→ TASK TO COMPLETE:
Answer with a number only, stating how many lines of the records hold the word "buttons".

→ DATA EXTRACT:
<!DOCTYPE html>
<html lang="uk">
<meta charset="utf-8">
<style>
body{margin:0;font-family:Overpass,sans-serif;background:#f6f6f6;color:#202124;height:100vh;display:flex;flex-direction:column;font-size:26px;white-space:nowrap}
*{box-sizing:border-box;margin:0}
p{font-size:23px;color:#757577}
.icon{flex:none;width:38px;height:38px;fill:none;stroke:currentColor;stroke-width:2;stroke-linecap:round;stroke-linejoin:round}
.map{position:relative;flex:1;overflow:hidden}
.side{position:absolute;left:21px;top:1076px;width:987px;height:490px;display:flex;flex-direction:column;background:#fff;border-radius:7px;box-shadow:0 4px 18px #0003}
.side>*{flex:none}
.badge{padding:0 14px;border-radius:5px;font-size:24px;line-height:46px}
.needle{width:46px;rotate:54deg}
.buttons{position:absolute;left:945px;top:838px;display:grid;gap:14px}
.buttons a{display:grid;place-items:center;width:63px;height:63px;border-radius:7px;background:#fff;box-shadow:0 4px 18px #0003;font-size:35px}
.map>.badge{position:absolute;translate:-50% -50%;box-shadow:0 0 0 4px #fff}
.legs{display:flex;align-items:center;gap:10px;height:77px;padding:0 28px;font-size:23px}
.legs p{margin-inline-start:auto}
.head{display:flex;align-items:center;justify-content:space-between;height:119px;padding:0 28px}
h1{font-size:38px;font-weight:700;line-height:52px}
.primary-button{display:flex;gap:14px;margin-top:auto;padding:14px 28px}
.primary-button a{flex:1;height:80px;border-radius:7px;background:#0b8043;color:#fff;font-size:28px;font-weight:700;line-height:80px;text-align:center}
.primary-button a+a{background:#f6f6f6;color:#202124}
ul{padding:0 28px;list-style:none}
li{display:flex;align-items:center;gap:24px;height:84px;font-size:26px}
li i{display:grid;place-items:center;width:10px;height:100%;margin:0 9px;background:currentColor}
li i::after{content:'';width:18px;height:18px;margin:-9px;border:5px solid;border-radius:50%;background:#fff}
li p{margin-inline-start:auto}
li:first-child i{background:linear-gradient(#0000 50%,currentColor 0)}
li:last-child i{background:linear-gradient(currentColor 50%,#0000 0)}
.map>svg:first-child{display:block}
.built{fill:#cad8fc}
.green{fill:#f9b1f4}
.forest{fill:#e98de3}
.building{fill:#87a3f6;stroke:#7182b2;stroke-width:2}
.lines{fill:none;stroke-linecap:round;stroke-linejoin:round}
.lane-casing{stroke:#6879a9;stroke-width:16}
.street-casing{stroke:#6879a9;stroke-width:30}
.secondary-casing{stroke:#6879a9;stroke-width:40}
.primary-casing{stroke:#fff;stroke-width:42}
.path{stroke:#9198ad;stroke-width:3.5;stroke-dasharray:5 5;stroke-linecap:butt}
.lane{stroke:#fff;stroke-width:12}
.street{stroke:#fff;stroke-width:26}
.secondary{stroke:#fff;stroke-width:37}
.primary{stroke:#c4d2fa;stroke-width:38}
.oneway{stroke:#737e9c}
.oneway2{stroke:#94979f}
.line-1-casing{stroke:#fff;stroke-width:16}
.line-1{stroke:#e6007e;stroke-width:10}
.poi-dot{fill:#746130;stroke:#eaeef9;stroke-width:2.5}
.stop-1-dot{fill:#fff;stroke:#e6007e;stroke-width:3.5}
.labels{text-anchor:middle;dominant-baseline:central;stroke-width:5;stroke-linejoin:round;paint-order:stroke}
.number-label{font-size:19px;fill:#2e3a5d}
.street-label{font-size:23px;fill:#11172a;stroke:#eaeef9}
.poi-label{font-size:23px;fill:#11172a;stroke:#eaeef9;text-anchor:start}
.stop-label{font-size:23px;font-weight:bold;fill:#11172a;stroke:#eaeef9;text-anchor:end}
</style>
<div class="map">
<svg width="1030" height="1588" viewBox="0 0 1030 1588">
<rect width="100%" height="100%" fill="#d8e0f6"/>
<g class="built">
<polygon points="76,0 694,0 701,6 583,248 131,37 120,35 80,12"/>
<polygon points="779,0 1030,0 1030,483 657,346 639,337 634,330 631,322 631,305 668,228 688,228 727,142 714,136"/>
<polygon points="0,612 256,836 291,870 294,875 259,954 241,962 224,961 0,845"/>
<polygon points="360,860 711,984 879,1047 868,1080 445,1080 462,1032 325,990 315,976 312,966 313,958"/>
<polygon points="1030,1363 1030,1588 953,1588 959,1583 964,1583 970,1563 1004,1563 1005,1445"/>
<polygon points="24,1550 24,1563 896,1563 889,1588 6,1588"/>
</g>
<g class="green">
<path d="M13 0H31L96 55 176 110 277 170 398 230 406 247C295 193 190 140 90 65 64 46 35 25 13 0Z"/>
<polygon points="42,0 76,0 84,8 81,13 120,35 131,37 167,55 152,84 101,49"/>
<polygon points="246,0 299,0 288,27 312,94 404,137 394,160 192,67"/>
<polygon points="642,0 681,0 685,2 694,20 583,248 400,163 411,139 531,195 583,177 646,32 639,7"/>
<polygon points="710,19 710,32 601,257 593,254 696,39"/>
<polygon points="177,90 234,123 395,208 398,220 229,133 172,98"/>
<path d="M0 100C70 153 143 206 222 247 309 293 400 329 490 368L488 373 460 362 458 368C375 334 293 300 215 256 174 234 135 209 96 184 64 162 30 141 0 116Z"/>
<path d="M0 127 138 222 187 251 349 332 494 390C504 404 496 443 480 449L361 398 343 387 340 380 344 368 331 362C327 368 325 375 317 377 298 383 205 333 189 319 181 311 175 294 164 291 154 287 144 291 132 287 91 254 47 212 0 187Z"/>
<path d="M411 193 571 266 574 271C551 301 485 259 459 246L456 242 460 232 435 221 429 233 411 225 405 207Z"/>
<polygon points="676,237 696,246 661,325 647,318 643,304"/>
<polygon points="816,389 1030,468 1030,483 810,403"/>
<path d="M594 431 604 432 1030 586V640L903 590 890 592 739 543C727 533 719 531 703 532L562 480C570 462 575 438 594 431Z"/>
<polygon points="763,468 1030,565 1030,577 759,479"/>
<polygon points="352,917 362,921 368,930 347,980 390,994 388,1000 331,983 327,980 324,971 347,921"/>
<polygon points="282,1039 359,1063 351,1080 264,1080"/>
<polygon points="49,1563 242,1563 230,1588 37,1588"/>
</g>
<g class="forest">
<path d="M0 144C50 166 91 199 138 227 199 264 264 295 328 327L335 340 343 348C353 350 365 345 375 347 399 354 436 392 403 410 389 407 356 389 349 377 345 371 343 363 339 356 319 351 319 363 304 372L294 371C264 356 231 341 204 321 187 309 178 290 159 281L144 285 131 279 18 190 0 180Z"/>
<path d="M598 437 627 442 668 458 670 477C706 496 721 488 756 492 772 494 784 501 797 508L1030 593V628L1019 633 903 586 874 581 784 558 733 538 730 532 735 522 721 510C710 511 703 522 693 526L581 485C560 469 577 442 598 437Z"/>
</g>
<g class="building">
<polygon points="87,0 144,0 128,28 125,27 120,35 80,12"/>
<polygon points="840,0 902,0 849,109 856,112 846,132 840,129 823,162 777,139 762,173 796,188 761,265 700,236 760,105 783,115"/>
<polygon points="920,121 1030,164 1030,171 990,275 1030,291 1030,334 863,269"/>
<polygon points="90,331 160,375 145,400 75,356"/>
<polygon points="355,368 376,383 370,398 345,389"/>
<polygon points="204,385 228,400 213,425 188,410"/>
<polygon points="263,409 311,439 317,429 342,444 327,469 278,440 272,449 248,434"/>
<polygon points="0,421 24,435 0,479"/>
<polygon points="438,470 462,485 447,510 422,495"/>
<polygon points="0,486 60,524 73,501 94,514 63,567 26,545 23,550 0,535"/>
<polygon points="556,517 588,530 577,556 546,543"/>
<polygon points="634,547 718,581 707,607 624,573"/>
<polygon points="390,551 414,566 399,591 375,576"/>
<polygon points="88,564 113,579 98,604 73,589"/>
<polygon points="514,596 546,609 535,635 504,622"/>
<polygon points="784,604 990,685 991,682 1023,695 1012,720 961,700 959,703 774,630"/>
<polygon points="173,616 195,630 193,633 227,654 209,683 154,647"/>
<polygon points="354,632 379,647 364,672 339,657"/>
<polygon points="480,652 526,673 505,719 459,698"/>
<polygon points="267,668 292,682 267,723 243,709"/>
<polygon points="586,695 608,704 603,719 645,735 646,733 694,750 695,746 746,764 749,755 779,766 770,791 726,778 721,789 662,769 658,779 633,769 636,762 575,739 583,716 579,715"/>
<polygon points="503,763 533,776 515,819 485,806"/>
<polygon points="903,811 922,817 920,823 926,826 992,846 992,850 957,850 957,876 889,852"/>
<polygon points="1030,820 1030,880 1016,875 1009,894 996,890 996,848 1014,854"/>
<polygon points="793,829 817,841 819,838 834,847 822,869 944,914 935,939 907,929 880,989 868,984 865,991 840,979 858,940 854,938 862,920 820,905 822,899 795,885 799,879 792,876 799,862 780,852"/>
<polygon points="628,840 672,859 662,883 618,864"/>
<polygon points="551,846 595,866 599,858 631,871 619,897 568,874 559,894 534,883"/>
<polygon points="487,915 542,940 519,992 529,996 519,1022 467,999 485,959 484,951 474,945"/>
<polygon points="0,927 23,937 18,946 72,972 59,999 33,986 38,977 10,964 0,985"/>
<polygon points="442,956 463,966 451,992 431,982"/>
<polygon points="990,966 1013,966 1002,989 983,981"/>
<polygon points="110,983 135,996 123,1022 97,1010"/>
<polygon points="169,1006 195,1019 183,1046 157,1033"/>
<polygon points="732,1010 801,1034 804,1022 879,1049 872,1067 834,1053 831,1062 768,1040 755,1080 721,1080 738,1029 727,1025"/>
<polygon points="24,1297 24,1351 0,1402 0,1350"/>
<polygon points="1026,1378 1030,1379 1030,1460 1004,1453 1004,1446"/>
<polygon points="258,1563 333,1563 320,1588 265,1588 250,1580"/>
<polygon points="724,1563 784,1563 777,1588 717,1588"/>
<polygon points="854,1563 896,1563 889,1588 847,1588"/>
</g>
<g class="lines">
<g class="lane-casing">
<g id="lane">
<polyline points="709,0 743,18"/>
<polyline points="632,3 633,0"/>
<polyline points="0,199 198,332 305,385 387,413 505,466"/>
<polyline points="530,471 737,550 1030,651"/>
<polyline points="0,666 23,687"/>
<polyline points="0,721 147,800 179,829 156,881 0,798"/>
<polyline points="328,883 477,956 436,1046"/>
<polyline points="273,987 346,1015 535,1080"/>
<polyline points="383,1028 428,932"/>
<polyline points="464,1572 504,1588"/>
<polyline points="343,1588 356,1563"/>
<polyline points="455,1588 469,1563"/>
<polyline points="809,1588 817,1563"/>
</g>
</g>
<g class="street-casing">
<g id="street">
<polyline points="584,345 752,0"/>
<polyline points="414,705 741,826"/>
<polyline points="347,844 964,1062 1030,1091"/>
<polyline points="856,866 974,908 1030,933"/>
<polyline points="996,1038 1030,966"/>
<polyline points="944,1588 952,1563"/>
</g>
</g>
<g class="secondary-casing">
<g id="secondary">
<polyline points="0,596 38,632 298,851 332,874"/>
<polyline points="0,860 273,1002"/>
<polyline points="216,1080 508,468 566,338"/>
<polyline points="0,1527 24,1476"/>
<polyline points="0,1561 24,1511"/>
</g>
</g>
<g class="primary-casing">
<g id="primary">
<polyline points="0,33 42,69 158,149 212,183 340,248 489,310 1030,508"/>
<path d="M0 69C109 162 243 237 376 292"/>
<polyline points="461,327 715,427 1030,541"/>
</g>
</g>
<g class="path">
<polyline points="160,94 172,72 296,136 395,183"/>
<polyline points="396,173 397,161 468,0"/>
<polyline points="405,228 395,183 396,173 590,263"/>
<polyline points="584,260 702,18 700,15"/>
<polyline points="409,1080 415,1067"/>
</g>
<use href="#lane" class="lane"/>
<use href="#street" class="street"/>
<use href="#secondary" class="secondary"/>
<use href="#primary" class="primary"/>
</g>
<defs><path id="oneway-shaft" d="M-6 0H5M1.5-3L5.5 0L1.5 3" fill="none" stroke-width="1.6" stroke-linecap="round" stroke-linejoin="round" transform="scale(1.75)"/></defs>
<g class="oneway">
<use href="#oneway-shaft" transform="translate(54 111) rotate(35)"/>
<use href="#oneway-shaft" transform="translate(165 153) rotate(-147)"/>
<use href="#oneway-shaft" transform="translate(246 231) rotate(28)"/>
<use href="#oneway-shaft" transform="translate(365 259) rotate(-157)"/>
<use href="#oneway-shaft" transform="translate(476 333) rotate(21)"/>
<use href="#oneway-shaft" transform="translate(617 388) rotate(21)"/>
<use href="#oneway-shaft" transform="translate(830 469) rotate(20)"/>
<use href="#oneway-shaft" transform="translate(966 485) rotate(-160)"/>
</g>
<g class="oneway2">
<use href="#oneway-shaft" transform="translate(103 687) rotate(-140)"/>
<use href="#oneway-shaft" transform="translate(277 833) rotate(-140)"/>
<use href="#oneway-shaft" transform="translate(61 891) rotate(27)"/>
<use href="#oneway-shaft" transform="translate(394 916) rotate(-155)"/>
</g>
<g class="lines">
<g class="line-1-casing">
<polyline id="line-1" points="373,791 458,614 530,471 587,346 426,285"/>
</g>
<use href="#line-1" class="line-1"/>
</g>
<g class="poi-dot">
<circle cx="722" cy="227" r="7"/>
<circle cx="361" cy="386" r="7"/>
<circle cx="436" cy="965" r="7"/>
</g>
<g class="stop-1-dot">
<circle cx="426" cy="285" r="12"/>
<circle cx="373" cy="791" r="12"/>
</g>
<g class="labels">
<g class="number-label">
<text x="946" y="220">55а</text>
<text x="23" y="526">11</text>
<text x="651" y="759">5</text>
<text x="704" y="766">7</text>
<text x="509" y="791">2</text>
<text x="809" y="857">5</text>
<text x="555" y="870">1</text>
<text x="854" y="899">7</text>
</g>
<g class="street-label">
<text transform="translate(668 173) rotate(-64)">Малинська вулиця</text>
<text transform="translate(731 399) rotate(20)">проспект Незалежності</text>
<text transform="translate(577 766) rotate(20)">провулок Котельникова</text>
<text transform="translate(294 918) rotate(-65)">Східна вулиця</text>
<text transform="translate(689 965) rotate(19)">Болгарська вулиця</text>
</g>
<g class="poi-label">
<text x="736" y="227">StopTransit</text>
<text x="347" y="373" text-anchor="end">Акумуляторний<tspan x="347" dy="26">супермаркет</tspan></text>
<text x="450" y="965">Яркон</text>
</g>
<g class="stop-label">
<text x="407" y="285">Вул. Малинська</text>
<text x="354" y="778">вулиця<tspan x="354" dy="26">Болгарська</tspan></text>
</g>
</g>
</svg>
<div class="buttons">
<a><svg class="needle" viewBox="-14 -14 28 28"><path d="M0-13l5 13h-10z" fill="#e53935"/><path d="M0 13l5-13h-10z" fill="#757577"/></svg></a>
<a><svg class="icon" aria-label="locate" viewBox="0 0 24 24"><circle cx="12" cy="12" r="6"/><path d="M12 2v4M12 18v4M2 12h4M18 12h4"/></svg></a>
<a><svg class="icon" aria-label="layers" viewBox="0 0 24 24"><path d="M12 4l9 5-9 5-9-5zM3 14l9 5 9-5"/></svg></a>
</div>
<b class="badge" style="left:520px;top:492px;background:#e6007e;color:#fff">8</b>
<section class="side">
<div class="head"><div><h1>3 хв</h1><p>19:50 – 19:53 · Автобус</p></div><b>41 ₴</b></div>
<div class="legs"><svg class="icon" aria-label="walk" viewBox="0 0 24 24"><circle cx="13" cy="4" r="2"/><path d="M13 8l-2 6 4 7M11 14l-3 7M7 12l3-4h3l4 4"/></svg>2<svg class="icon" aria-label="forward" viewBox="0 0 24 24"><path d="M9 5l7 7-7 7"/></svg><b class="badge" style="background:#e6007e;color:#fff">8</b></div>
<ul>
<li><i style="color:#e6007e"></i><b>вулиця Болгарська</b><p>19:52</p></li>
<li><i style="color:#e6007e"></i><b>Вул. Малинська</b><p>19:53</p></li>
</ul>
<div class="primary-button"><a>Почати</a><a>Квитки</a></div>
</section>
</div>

→ ANSWER SPACE:
3